*** INFORMATION GIVEN ***

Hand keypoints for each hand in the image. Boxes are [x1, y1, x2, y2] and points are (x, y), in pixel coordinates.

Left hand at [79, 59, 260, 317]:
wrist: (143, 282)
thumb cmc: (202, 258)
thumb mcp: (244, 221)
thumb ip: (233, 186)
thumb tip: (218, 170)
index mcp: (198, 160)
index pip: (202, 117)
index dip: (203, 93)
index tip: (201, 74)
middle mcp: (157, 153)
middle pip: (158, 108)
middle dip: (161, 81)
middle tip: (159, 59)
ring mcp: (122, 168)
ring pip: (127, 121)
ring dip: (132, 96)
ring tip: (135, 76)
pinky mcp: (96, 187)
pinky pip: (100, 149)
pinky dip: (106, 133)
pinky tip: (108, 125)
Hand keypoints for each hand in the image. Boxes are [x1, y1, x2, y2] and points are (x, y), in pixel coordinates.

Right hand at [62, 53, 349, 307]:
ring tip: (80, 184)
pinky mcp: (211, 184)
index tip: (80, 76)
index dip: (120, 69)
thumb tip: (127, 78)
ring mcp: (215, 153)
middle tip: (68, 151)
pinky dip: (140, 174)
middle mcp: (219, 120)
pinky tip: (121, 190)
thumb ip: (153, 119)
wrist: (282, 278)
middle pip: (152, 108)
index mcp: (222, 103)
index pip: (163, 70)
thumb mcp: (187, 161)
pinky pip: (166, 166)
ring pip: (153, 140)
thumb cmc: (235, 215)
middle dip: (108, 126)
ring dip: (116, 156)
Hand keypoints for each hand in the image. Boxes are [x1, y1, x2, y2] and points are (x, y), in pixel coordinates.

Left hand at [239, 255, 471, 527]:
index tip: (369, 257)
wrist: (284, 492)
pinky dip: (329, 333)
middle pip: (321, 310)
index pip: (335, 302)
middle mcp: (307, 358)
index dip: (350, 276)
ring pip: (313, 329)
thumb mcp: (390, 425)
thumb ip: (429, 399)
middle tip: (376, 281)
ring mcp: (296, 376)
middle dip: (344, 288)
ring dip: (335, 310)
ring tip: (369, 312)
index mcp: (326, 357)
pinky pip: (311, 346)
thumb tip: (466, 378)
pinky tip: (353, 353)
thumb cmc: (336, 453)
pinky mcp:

*** End of INFORMATION GIVEN ***

WHAT THE TASK REQUIRES: Read the data above and pull out each line that holds the string "pinky".

EXERCISE RESULT:
pinky mcp: (96, 187)
pinky pip: (100, 149)
pinky dip: (106, 133)
pinky tip: (108, 125)
pinky mcp: (211, 184)
pinky dip: (140, 174)
pinky tip: (121, 190)
pinky pip: (166, 166)
pinky dip: (329, 333)
pinky pip: (311, 346)
pinky tip: (353, 353)
pinky mcp:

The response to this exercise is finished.